Now we want to show that $Y$ is not a Markov process with respect to $\mathcal F^W_t$. So assume that $W_t$ is a Markov process. Then by the Markov property one has for $0<s\leq t$ $$\mathbb E[Y_t\mid \mathcal F_s^W]=\mathbb E[Y_t\mid Y_s] = Y_s+(t-s)W_s$$ Hence therefore $$(t-s)W_s=\mathbb E[Y_t\mid Y_s]-Y_s$$ which makes $W_s$ a $\sigma(Y_s)$-measurable random variable.

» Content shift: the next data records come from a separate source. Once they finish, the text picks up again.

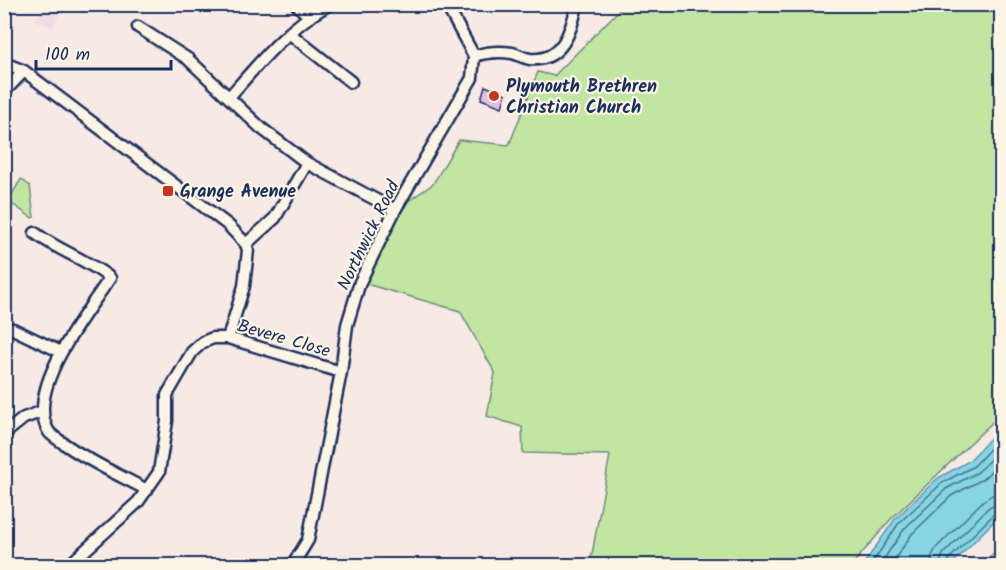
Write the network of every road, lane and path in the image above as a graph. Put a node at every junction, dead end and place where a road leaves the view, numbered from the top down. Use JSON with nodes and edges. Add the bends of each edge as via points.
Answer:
{"nodes":[{"id":1,"x":296,"y":4,"type":"edge"},
{"id":2,"x":330,"y":4,"type":"edge"},
{"id":3,"x":446,"y":4,"type":"edge"},
{"id":4,"x":577,"y":4,"type":"edge"},
{"id":5,"x":310,"y":17,"type":"junction"},
{"id":6,"x":138,"y":27,"type":"dead end"},
{"id":7,"x":289,"y":33,"type":"junction"},
{"id":8,"x":474,"y":56,"type":"junction"},
{"id":9,"x":4,"y":63,"type":"edge"},
{"id":10,"x":24,"y":71,"type":"junction"},
{"id":11,"x":351,"y":82,"type":"dead end"},
{"id":12,"x":4,"y":92,"type":"edge"},
{"id":13,"x":230,"y":96,"type":"junction"},
{"id":14,"x":307,"y":163,"type":"junction"},
{"id":15,"x":395,"y":210,"type":"junction"},
{"id":16,"x":35,"y":233,"type":"dead end"},
{"id":17,"x":246,"y":244,"type":"junction"},
{"id":18,"x":4,"y":328,"type":"edge"},
{"id":19,"x":228,"y":338,"type":"junction"},
{"id":20,"x":62,"y":352,"type":"junction"},
{"id":21,"x":341,"y":372,"type":"junction"},
{"id":22,"x":43,"y":411,"type":"junction"},
{"id":23,"x":4,"y":434,"type":"edge"},
{"id":24,"x":147,"y":490,"type":"junction"},
{"id":25,"x":68,"y":566,"type":"edge"},
{"id":26,"x":292,"y":566,"type":"edge"}],
"edges":[{"from":1,"to":5,"type":"street"},
{"from":2,"to":5,"type":"street"},
{"from":3,"to":8,"type":"street"},
{"from":4,"to":8,"type":"street","via":[[571,31],[555,53],[544,58],[498,51]]},
{"from":5,"to":7,"type":"street"},
{"from":6,"to":13,"type":"street","via":[[188,59]]},
{"from":7,"to":11,"type":"street"},
{"from":7,"to":13,"type":"street"},
{"from":8,"to":15,"type":"street","name":"Northwick Road","via":[[469,85]]},
{"from":9,"to":10,"type":"street"},
{"from":10,"to":12,"type":"street"},
{"from":10,"to":17,"type":"street","via":[[228,225]]},
{"from":13,"to":14,"type":"street","via":[[261,128]]},
{"from":14,"to":15,"type":"street"},
{"from":14,"to":17,"type":"street","via":[[275,218]]},
{"from":15,"to":21,"type":"street","name":"Northwick Road","via":[[360,282],[346,325]]},
{"from":16,"to":20,"type":"street","via":[[110,278]]},
{"from":17,"to":19,"type":"street","via":[[249,250],[244,286]]},
{"from":18,"to":20,"type":"street"},
{"from":19,"to":21,"type":"street","name":"Bevere Close"},
{"from":19,"to":24,"type":"street","name":"Bevere Close","via":[[213,338],[192,352],[167,395],[159,472]]},
{"from":20,"to":22,"type":"street","via":[[46,385]]},
{"from":21,"to":26,"type":"street","name":"Northwick Road","via":[[308,540]]},
{"from":22,"to":23,"type":"street","via":[[24,418]]},
{"from":22,"to":24,"type":"street","via":[[50,434],[83,457]]},
{"from":24,"to":25,"type":"street","name":"Bevere Close"}]}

Now I had two things in mind about how the proof should be proceeded and the first one is my favourite
Approach 1.
So this all means that there exists some Borel set $U$ such that $$\{\omega\ : \ W_s(\omega)\in [0,1]\}=\{\omega \ : \ Y_s(\omega)\in U\}$$ Note that $U\neq\emptyset$ because the set on the LHS has positive measure. So there is this $u\in U$ for which one has the following: $$Y_s(\omega)=u \Longrightarrow W_s(\omega)\in [0,1]$$ But that cannot be true since one can certainly find an $\omega$ for which $Y_s(\omega)=u$ but $W_s(\omega)>2$. Basically what I'm saying is that one can find an integral with the same value for a totally different function. But here problem arises as: the set $\{Y_s=u\}$ has measure zero so how should we make sense of this? And what makes one sure that another path of the BM $W$ exist for which $W_s(\omega)>2$?
Approach 2.
So apparently one has $W_s=g(Y_s)$ for some Borel measurable function $g$. Let $$A=\{(x,g(x))\in\mathbb R^2 \ : \ x\in [0,1]\}$$ Then $$0<\mathbb P(Y_s\in [0,1])=\mathbb P((Y_s,W_s)\in A)$$ But $A$ is a graph of Borel-measurable function so it has zero Lebesgue measure contradicting that we had a positive Lebesgue density.
Question. Are my approaches plausible? Otherwise, what are needed to fix them ?
To be honest, I'm more certain in approach 2, although I think that approach 1 can be rescued. I also know that this question can be done through covariance characterization of Gaussian Markov processes. I know there is also a post about that on this site, but I'm not really into that.